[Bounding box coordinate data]
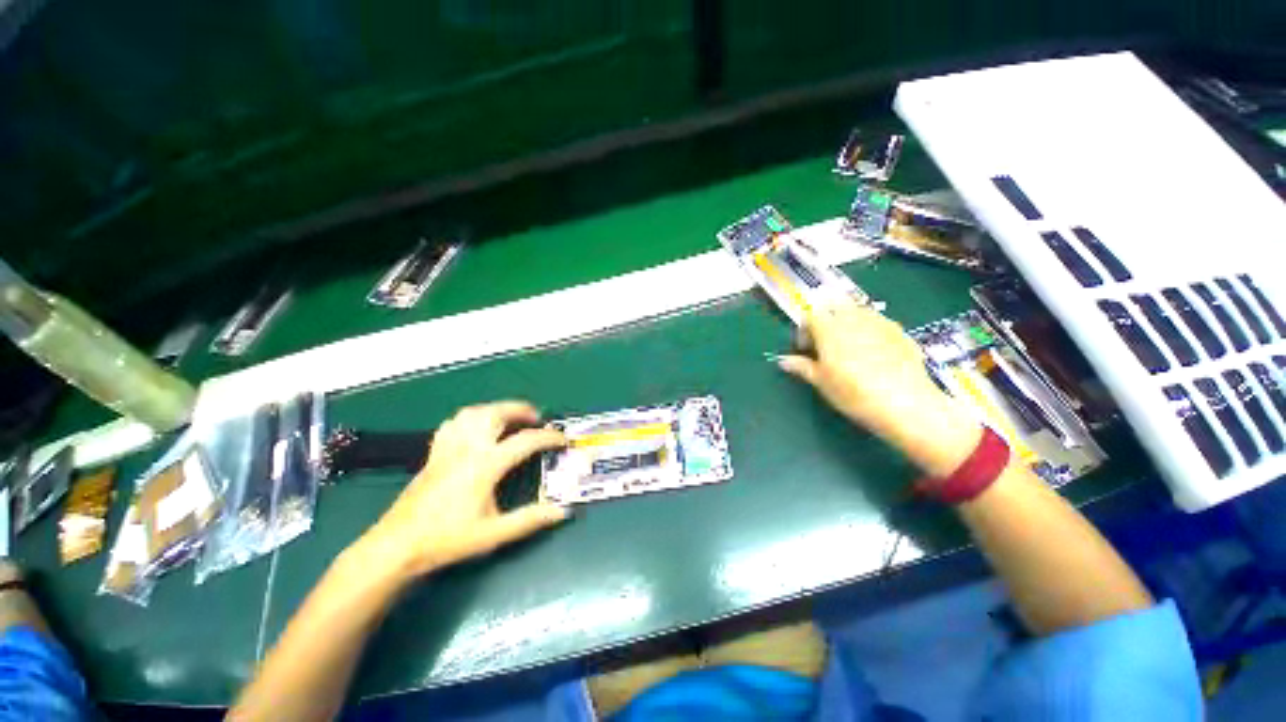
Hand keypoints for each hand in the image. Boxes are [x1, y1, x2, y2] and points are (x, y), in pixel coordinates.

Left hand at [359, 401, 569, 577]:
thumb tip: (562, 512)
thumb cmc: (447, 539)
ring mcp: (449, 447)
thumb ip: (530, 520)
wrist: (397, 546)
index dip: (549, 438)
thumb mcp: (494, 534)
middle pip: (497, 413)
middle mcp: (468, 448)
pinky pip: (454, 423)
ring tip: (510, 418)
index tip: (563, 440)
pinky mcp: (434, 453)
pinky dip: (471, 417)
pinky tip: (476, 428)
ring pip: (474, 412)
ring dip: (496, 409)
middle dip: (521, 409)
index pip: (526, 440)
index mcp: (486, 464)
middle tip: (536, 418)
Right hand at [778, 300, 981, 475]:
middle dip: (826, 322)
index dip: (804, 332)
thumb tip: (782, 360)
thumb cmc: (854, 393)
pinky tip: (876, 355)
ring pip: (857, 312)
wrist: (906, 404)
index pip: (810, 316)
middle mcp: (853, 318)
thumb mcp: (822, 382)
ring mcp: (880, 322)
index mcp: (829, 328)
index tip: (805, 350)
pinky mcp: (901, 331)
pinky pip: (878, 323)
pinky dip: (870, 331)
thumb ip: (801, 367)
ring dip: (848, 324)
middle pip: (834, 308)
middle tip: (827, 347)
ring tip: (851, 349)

--

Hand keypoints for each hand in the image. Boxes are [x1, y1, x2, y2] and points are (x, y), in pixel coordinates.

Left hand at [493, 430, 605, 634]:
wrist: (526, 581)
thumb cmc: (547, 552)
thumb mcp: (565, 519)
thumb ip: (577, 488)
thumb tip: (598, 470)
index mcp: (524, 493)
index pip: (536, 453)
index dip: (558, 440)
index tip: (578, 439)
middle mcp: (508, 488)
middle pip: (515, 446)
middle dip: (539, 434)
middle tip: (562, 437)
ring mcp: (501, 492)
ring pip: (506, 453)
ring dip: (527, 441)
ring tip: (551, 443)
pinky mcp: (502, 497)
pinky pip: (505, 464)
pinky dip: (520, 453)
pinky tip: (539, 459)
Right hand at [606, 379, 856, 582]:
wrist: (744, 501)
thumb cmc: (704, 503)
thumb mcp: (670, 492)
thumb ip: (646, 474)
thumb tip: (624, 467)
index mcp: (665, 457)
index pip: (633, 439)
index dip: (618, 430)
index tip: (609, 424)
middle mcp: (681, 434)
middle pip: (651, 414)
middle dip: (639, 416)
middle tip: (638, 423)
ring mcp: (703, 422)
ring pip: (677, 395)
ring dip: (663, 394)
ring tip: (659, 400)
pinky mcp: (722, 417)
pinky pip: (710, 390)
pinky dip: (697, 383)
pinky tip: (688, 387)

* * *

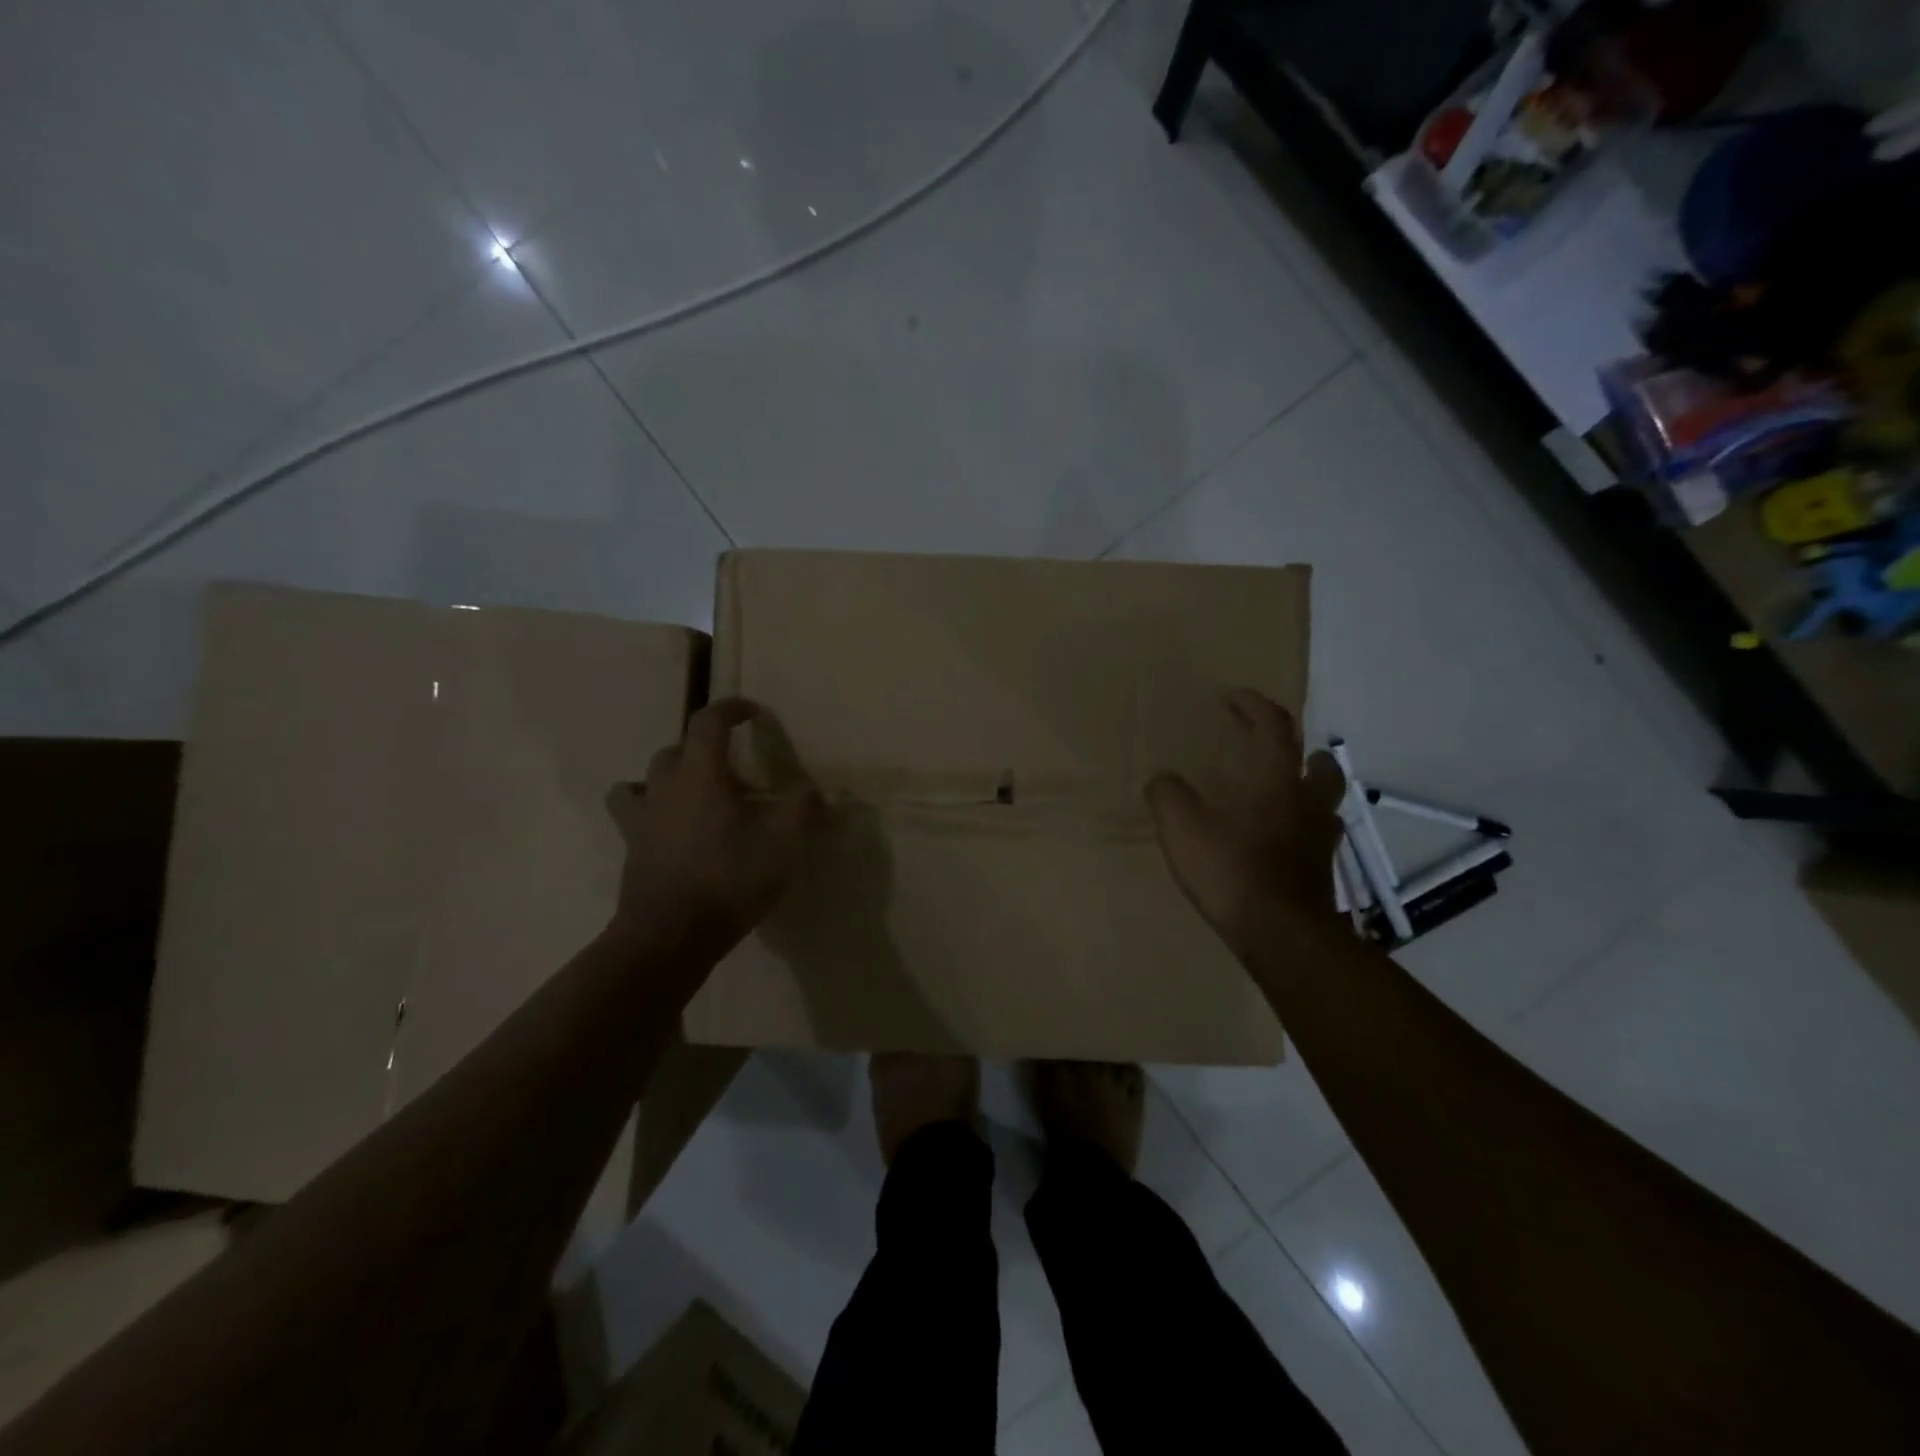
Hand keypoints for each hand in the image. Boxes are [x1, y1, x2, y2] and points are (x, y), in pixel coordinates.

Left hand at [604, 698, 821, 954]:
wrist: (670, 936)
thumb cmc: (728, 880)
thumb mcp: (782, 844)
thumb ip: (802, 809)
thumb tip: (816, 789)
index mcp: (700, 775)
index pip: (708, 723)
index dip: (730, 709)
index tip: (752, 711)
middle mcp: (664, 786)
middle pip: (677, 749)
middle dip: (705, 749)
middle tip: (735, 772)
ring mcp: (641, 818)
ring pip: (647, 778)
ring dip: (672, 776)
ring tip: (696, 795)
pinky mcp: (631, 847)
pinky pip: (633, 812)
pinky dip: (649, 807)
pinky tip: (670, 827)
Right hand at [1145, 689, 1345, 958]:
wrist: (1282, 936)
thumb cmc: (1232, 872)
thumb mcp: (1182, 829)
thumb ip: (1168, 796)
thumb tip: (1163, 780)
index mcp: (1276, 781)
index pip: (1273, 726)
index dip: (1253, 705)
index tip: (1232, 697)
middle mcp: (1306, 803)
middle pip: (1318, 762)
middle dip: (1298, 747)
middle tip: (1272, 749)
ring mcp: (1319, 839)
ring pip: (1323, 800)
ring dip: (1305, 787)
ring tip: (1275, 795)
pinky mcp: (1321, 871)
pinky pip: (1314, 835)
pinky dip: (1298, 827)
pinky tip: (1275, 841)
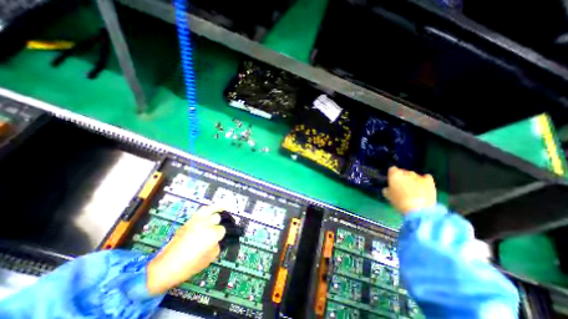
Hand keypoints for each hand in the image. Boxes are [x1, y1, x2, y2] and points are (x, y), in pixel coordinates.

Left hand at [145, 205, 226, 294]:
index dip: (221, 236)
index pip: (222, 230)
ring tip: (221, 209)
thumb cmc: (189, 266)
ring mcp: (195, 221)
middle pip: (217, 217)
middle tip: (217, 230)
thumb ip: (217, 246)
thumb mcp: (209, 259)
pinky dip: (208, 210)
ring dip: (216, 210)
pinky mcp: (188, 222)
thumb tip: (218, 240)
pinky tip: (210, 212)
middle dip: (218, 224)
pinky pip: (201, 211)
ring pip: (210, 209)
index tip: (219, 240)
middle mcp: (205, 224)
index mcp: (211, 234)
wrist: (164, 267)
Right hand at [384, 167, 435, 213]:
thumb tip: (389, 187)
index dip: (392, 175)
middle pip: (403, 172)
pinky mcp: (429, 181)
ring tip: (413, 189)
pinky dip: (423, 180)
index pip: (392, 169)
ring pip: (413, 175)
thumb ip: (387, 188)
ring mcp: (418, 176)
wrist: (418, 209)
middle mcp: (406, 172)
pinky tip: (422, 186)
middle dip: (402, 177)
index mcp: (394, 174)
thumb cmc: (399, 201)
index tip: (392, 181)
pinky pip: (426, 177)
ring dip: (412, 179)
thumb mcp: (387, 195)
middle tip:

§ GOAL OF THE EXERCISE
Looking above, find the stretch of lines that opens with the one holding "ring mcp: (1319, 839)" and closes with the one holding "ring dip: (216, 210)". Copy it exactly, pictures excluded.

§ SOLUTION TO THIS EXERCISE
ring mcp: (1319, 839)
ring pip: (1323, 800)
ring dip: (1305, 787)
ring tip: (1275, 795)
pinky mcp: (1321, 871)
pinky pip: (1314, 835)
pinky dip: (1298, 827)
pinky tip: (1275, 841)
Hand keypoints for each hand in the image. Boxes are [x1, y1, x2, y2] and points are (x, y), in pixel coordinates.

Left hand at [145, 205, 226, 294]:
index dip: (221, 236)
index pip: (222, 230)
ring tip: (221, 209)
thumb cmc: (189, 266)
ring mcp: (195, 221)
middle pip: (217, 217)
middle tip: (217, 230)
thumb ip: (217, 246)
thumb mcp: (209, 259)
pinky dip: (208, 210)
ring dip: (216, 210)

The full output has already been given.